**DIRECTIONS FOR THIS TASK:**
Which lines in the records below contain the word "road"? Copy each of them.

═════ SOURCE INFORMATION

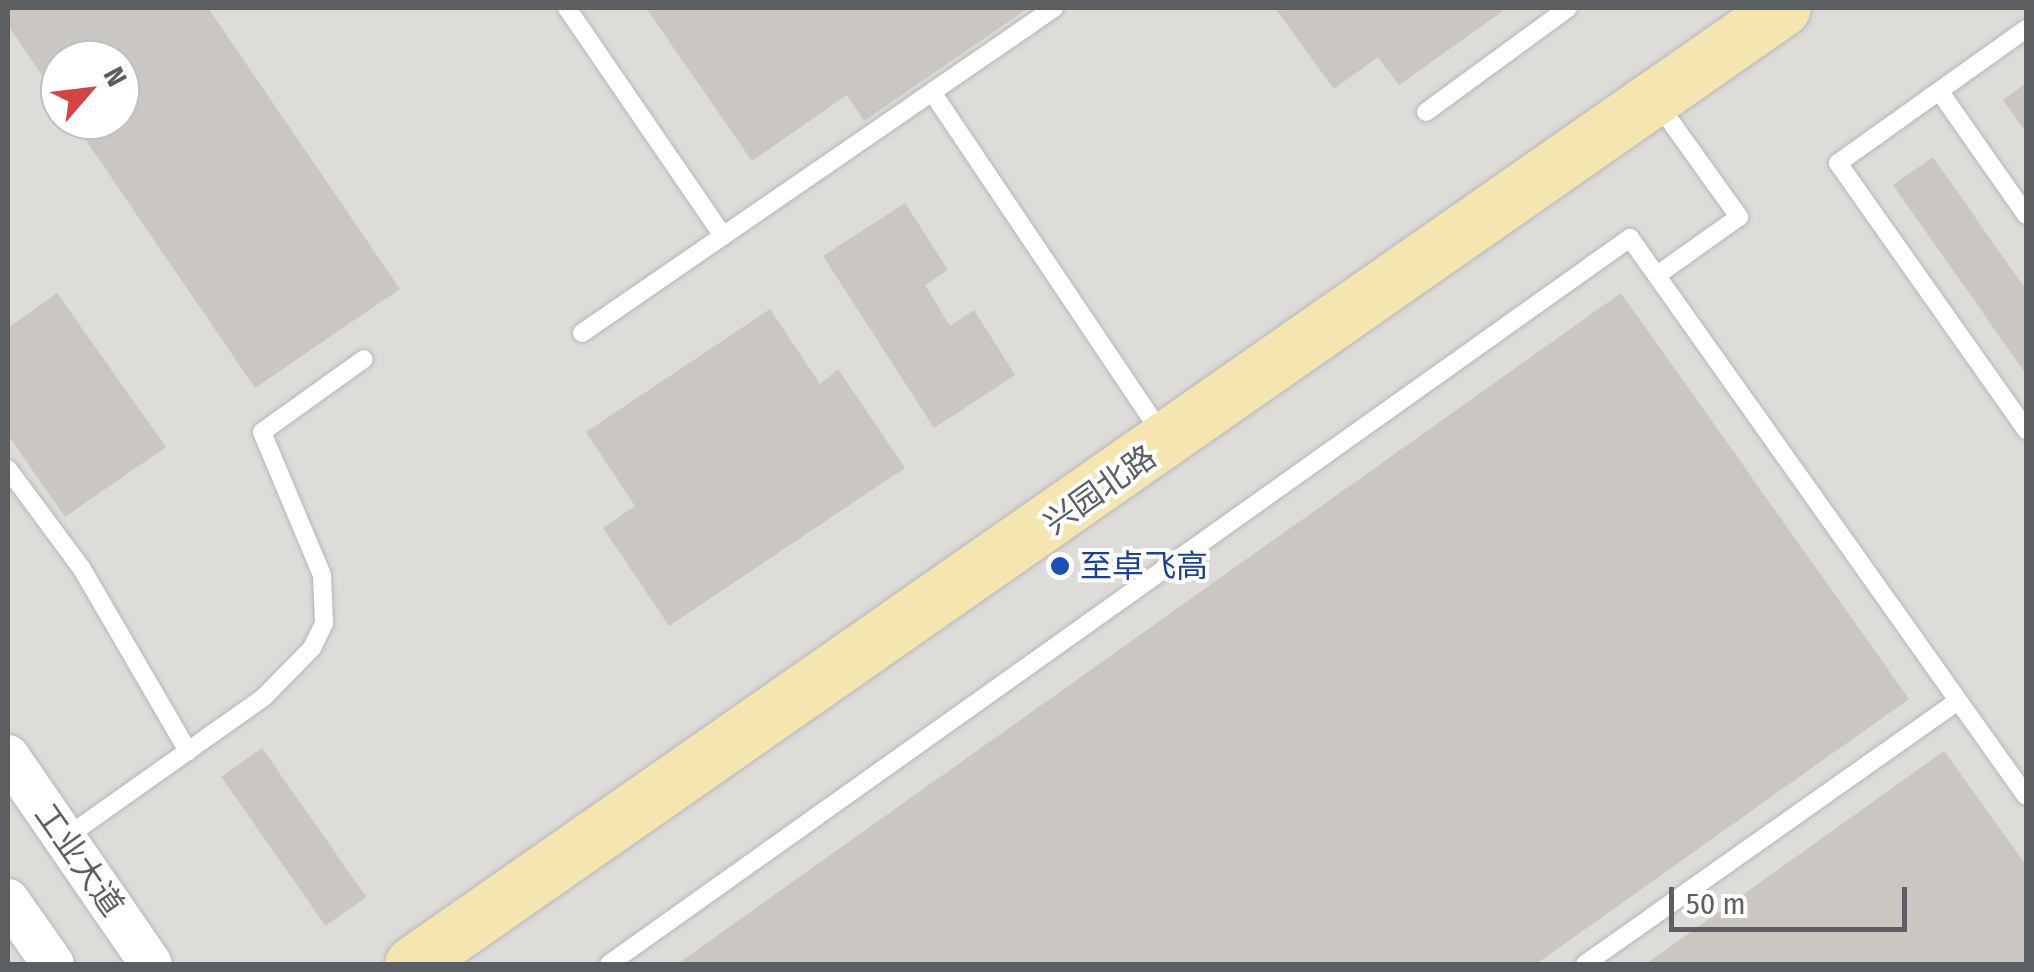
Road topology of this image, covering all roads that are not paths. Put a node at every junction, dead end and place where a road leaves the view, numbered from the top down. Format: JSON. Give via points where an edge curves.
{"nodes":[{"id":1,"x":567,"y":8,"type":"edge"},
{"id":2,"x":1054,"y":8,"type":"edge"},
{"id":3,"x":1568,"y":8,"type":"edge"},
{"id":4,"x":1783,"y":8,"type":"edge"},
{"id":5,"x":2026,"y":29,"type":"edge"},
{"id":6,"x":932,"y":92,"type":"junction"},
{"id":7,"x":1940,"y":92,"type":"junction"},
{"id":8,"x":1656,"y":101,"type":"junction"},
{"id":9,"x":1426,"y":112,"type":"dead end"},
{"id":10,"x":2026,"y":215,"type":"edge"},
{"id":11,"x":722,"y":236,"type":"junction"},
{"id":12,"x":1657,"y":275,"type":"junction"},
{"id":13,"x":582,"y":333,"type":"dead end"},
{"id":14,"x":364,"y":359,"type":"dead end"},
{"id":15,"x":2026,"y":430,"type":"edge"},
{"id":16,"x":1168,"y":443,"type":"junction"},
{"id":17,"x":8,"y":469,"type":"edge"},
{"id":18,"x":1958,"y":700,"type":"junction"},
{"id":19,"x":188,"y":751,"type":"junction"},
{"id":20,"x":8,"y":756,"type":"edge"},
{"id":21,"x":2026,"y":796,"type":"edge"},
{"id":22,"x":64,"y":839,"type":"junction"},
{"id":23,"x":8,"y":900,"type":"edge"},
{"id":24,"x":53,"y":964,"type":"edge"},
{"id":25,"x":151,"y":964,"type":"edge"},
{"id":26,"x":412,"y":964,"type":"edge"},
{"id":27,"x":608,"y":964,"type":"edge"},
{"id":28,"x":1585,"y":964,"type":"edge"}],
"edges":[{"from":1,"to":11,"type":"lane"},
{"from":2,"to":6,"type":"lane"},
{"from":3,"to":9,"type":"lane"},
{"from":4,"to":8,"type":"main road","name":"兴园北路"},
{"from":5,"to":7,"type":"lane"},
{"from":6,"to":11,"type":"lane"},
{"from":6,"to":16,"type":"lane"},
{"from":7,"to":10,"type":"lane"},
{"from":7,"to":15,"type":"lane","via":[[1838,163]]},
{"from":8,"to":12,"type":"lane","via":[[1739,217]]},
{"from":8,"to":16,"type":"main road","name":"兴园北路"},
{"from":11,"to":13,"type":"lane"},
{"from":12,"to":18,"type":"lane"},
{"from":12,"to":27,"type":"lane","via":[[1630,238]]},
{"from":14,"to":19,"type":"lane","via":[[262,432],[322,575],[324,623],[294,668]]},
{"from":16,"to":26,"type":"main road","name":"兴园北路"},
{"from":17,"to":19,"type":"lane","via":[[82,569]]},
{"from":18,"to":21,"type":"lane"},
{"from":18,"to":28,"type":"lane"},
{"from":19,"to":22,"type":"lane"},
{"from":20,"to":22,"type":"street","name":"工业大道"},
{"from":22,"to":25,"type":"street","name":"工业大道"},
{"from":23,"to":24,"type":"street"}]}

══════════

**REPLY TO THE TASK:**
Road topology of this image, covering all roads that are not paths. Put a node at every junction, dead end and place where a road leaves the view, numbered from the top down. Format: JSON. Give via points where an edge curves.
{"from":4,"to":8,"type":"main road","name":"兴园北路"},
{"from":8,"to":16,"type":"main road","name":"兴园北路"},
{"from":16,"to":26,"type":"main road","name":"兴园北路"},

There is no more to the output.